**Task**
Repeat the entries below exactly. Drop the pictures.

Extracted records:

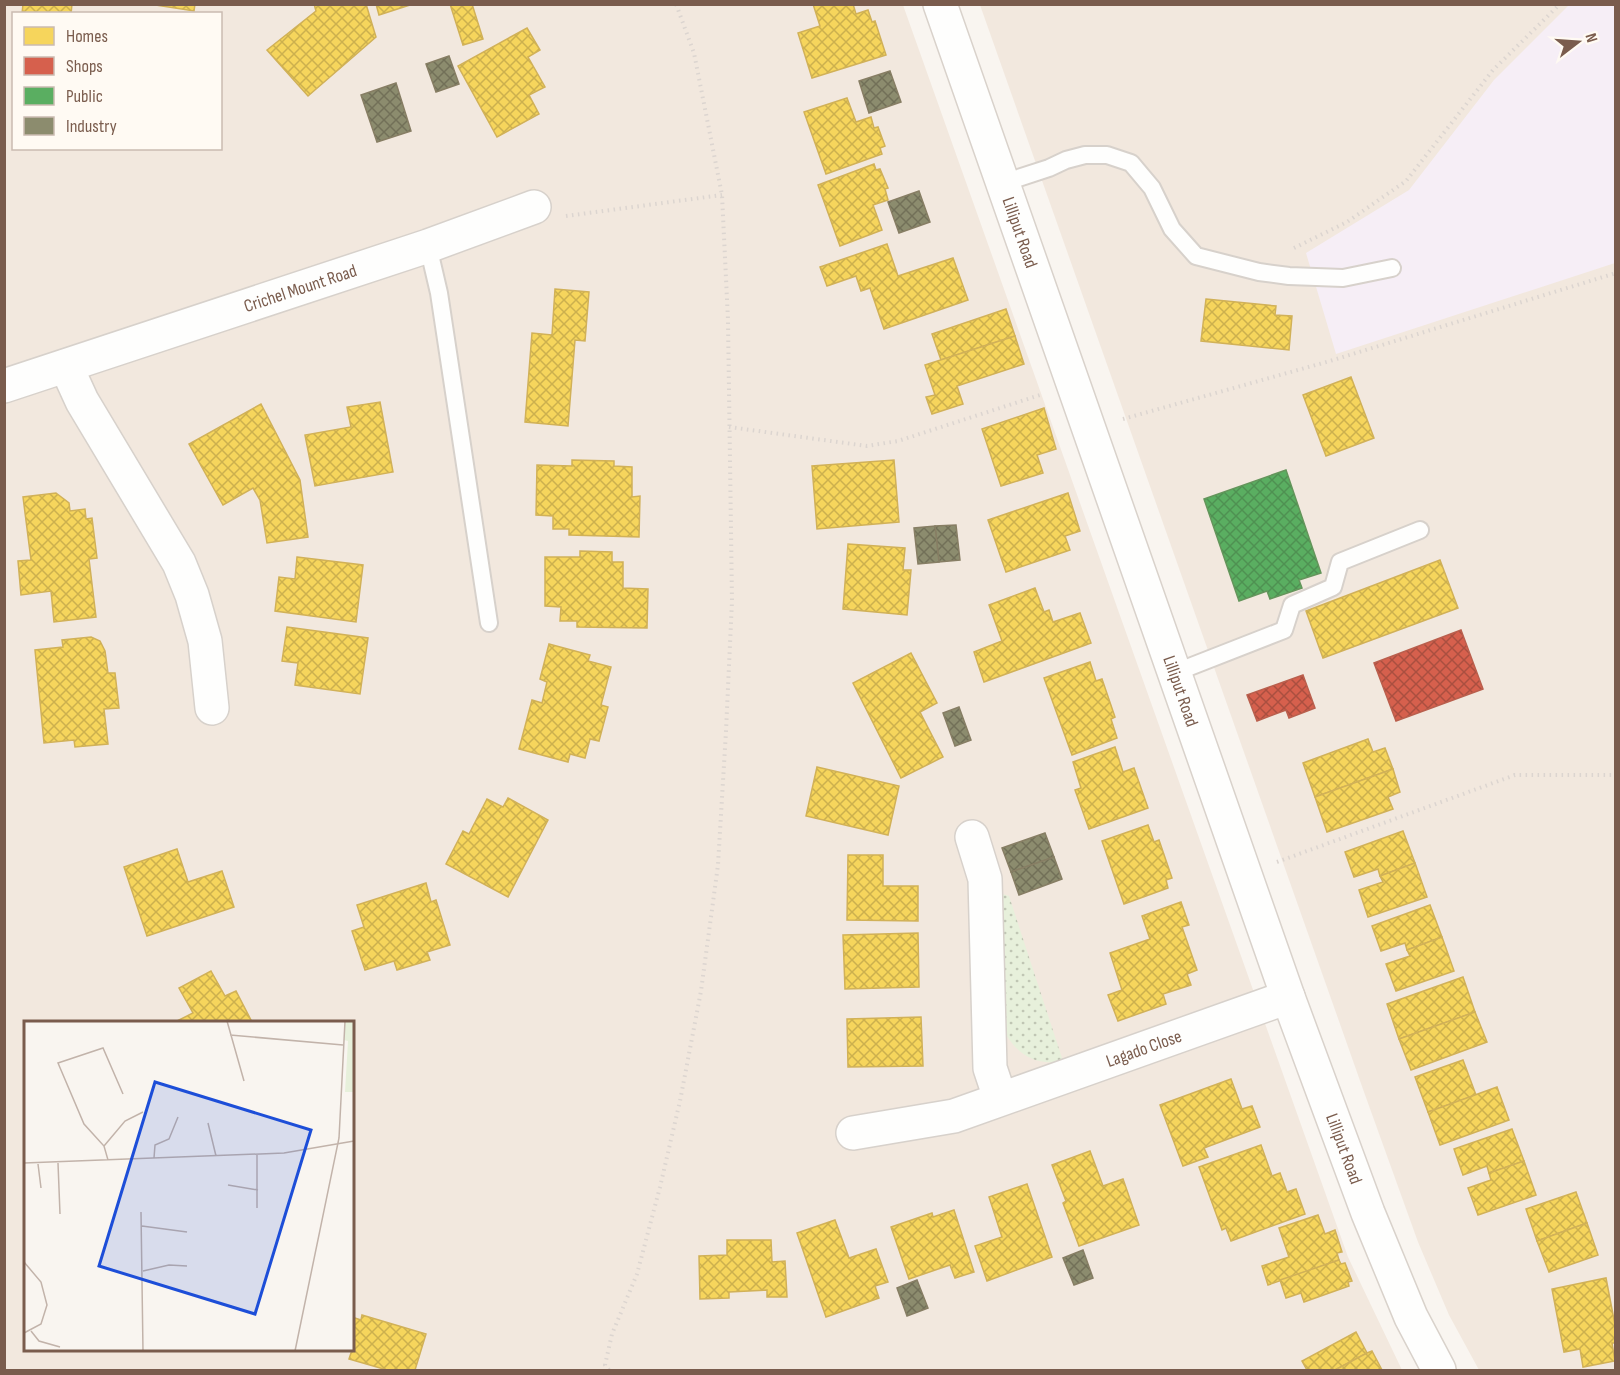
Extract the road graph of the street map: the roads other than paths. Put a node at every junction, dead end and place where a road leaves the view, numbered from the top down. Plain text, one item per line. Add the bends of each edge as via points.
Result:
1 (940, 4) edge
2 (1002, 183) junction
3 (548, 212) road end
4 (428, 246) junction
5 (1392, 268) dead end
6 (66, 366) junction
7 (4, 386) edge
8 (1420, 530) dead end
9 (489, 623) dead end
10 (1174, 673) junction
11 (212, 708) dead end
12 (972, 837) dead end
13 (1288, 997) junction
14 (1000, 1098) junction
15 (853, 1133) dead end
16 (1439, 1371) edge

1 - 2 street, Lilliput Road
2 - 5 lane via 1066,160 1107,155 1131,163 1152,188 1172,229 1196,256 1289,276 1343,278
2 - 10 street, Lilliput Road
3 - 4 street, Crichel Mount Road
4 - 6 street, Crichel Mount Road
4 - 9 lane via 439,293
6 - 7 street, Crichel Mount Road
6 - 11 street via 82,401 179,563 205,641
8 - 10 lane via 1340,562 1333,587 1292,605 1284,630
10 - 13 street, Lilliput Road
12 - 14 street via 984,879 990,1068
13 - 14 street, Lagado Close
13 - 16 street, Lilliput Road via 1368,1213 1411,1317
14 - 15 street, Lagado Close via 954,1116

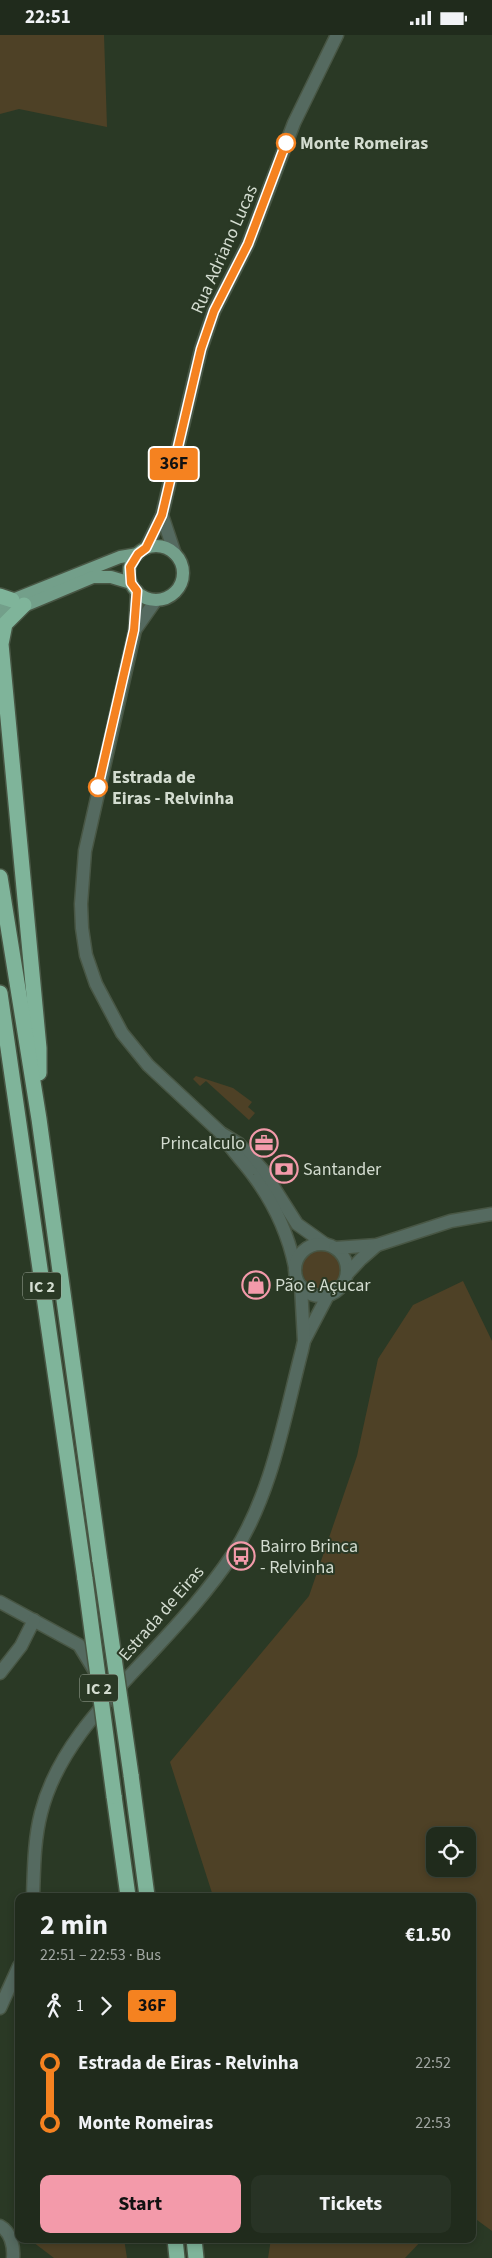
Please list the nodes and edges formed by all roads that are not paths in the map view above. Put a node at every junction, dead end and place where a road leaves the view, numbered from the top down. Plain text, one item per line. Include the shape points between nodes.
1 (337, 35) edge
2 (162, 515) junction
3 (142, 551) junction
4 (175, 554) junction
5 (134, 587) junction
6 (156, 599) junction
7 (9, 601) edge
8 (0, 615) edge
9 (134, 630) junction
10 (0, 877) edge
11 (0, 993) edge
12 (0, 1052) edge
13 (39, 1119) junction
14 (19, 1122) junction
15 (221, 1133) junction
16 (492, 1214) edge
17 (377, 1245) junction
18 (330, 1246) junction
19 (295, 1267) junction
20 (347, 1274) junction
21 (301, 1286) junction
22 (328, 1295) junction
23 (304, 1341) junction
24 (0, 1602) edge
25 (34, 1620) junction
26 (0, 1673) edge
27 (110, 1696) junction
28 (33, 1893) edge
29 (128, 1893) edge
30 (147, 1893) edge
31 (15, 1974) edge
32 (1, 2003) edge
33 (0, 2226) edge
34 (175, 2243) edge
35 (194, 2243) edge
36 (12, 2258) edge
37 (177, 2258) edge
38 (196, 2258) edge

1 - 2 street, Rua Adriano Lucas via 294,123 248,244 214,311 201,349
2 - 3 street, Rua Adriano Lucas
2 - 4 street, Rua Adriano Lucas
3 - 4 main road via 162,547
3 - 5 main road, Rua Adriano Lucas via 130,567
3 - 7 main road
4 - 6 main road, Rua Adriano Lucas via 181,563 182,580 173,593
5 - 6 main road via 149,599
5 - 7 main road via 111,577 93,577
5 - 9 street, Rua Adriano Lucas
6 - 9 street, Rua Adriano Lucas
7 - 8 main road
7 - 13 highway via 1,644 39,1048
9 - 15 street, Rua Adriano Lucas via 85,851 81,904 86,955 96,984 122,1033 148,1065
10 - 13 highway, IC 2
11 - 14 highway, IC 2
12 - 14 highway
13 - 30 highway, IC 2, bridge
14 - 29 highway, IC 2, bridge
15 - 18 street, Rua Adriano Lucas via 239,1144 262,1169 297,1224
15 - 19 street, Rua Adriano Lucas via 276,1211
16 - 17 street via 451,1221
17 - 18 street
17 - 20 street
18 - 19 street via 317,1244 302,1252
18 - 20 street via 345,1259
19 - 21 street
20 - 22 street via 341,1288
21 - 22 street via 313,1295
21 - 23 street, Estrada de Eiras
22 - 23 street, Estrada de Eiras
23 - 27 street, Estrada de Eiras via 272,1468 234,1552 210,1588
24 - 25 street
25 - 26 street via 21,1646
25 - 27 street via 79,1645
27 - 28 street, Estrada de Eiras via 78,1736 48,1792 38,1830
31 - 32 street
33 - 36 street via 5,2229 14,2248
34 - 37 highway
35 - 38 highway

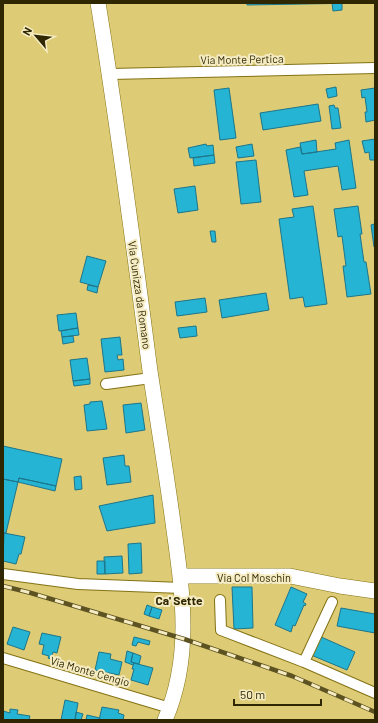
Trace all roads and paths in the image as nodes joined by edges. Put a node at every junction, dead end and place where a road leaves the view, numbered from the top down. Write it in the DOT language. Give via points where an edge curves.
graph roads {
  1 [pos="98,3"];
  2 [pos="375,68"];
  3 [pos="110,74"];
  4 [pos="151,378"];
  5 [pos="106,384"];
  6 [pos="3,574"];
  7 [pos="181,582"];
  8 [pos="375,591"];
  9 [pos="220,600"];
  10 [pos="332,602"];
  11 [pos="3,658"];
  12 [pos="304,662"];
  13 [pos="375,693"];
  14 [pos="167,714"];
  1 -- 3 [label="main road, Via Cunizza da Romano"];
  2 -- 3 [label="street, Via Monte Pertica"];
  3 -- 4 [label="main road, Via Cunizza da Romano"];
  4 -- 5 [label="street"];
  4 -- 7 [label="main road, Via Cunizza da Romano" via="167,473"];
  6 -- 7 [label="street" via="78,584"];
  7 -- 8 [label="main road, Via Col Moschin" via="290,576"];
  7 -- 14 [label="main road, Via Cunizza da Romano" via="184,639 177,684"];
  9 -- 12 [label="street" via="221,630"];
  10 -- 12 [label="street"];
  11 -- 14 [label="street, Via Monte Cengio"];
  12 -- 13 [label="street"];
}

**Response below**
Extract the road graph of the street map: the roads other than paths. Put a node at every junction, dead end and place where a road leaves the view, numbered from the top down. Plain text, one item per line. Add the bends of each edge as via points.
Result:
1 (940, 4) edge
2 (1002, 183) junction
3 (548, 212) road end
4 (428, 246) junction
5 (1392, 268) dead end
6 (66, 366) junction
7 (4, 386) edge
8 (1420, 530) dead end
9 (489, 623) dead end
10 (1174, 673) junction
11 (212, 708) dead end
12 (972, 837) dead end
13 (1288, 997) junction
14 (1000, 1098) junction
15 (853, 1133) dead end
16 (1439, 1371) edge

1 - 2 street, Lilliput Road
2 - 5 lane via 1066,160 1107,155 1131,163 1152,188 1172,229 1196,256 1289,276 1343,278
2 - 10 street, Lilliput Road
3 - 4 street, Crichel Mount Road
4 - 6 street, Crichel Mount Road
4 - 9 lane via 439,293
6 - 7 street, Crichel Mount Road
6 - 11 street via 82,401 179,563 205,641
8 - 10 lane via 1340,562 1333,587 1292,605 1284,630
10 - 13 street, Lilliput Road
12 - 14 street via 984,879 990,1068
13 - 14 street, Lagado Close
13 - 16 street, Lilliput Road via 1368,1213 1411,1317
14 - 15 street, Lagado Close via 954,1116

Please list the nodes and edges formed by all roads that are not paths in the map view above. Put a node at every junction, dead end and place where a road leaves the view, numbered from the top down. Plain text, one item per line. Include the shape points between nodes.
1 (337, 35) edge
2 (162, 515) junction
3 (142, 551) junction
4 (175, 554) junction
5 (134, 587) junction
6 (156, 599) junction
7 (9, 601) edge
8 (0, 615) edge
9 (134, 630) junction
10 (0, 877) edge
11 (0, 993) edge
12 (0, 1052) edge
13 (39, 1119) junction
14 (19, 1122) junction
15 (221, 1133) junction
16 (492, 1214) edge
17 (377, 1245) junction
18 (330, 1246) junction
19 (295, 1267) junction
20 (347, 1274) junction
21 (301, 1286) junction
22 (328, 1295) junction
23 (304, 1341) junction
24 (0, 1602) edge
25 (34, 1620) junction
26 (0, 1673) edge
27 (110, 1696) junction
28 (33, 1893) edge
29 (128, 1893) edge
30 (147, 1893) edge
31 (15, 1974) edge
32 (1, 2003) edge
33 (0, 2226) edge
34 (175, 2243) edge
35 (194, 2243) edge
36 (12, 2258) edge
37 (177, 2258) edge
38 (196, 2258) edge

1 - 2 street, Rua Adriano Lucas via 294,123 248,244 214,311 201,349
2 - 3 street, Rua Adriano Lucas
2 - 4 street, Rua Adriano Lucas
3 - 4 main road via 162,547
3 - 5 main road, Rua Adriano Lucas via 130,567
3 - 7 main road
4 - 6 main road, Rua Adriano Lucas via 181,563 182,580 173,593
5 - 6 main road via 149,599
5 - 7 main road via 111,577 93,577
5 - 9 street, Rua Adriano Lucas
6 - 9 street, Rua Adriano Lucas
7 - 8 main road
7 - 13 highway via 1,644 39,1048
9 - 15 street, Rua Adriano Lucas via 85,851 81,904 86,955 96,984 122,1033 148,1065
10 - 13 highway, IC 2
11 - 14 highway, IC 2
12 - 14 highway
13 - 30 highway, IC 2, bridge
14 - 29 highway, IC 2, bridge
15 - 18 street, Rua Adriano Lucas via 239,1144 262,1169 297,1224
15 - 19 street, Rua Adriano Lucas via 276,1211
16 - 17 street via 451,1221
17 - 18 street
17 - 20 street
18 - 19 street via 317,1244 302,1252
18 - 20 street via 345,1259
19 - 21 street
20 - 22 street via 341,1288
21 - 22 street via 313,1295
21 - 23 street, Estrada de Eiras
22 - 23 street, Estrada de Eiras
23 - 27 street, Estrada de Eiras via 272,1468 234,1552 210,1588
24 - 25 street
25 - 26 street via 21,1646
25 - 27 street via 79,1645
27 - 28 street, Estrada de Eiras via 78,1736 48,1792 38,1830
31 - 32 street
33 - 36 street via 5,2229 14,2248
34 - 37 highway
35 - 38 highway

Trace all roads and paths in the image as nodes joined by edges. Put a node at every junction, dead end and place where a road leaves the view, numbered from the top down. Write it in the DOT language. Give via points where an edge curves.
graph roads {
  1 [pos="98,3"];
  2 [pos="375,68"];
  3 [pos="110,74"];
  4 [pos="151,378"];
  5 [pos="106,384"];
  6 [pos="3,574"];
  7 [pos="181,582"];
  8 [pos="375,591"];
  9 [pos="220,600"];
  10 [pos="332,602"];
  11 [pos="3,658"];
  12 [pos="304,662"];
  13 [pos="375,693"];
  14 [pos="167,714"];
  1 -- 3 [label="main road, Via Cunizza da Romano"];
  2 -- 3 [label="street, Via Monte Pertica"];
  3 -- 4 [label="main road, Via Cunizza da Romano"];
  4 -- 5 [label="street"];
  4 -- 7 [label="main road, Via Cunizza da Romano" via="167,473"];
  6 -- 7 [label="street" via="78,584"];
  7 -- 8 [label="main road, Via Col Moschin" via="290,576"];
  7 -- 14 [label="main road, Via Cunizza da Romano" via="184,639 177,684"];
  9 -- 12 [label="street" via="221,630"];
  10 -- 12 [label="street"];
  11 -- 14 [label="street, Via Monte Cengio"];
  12 -- 13 [label="street"];
}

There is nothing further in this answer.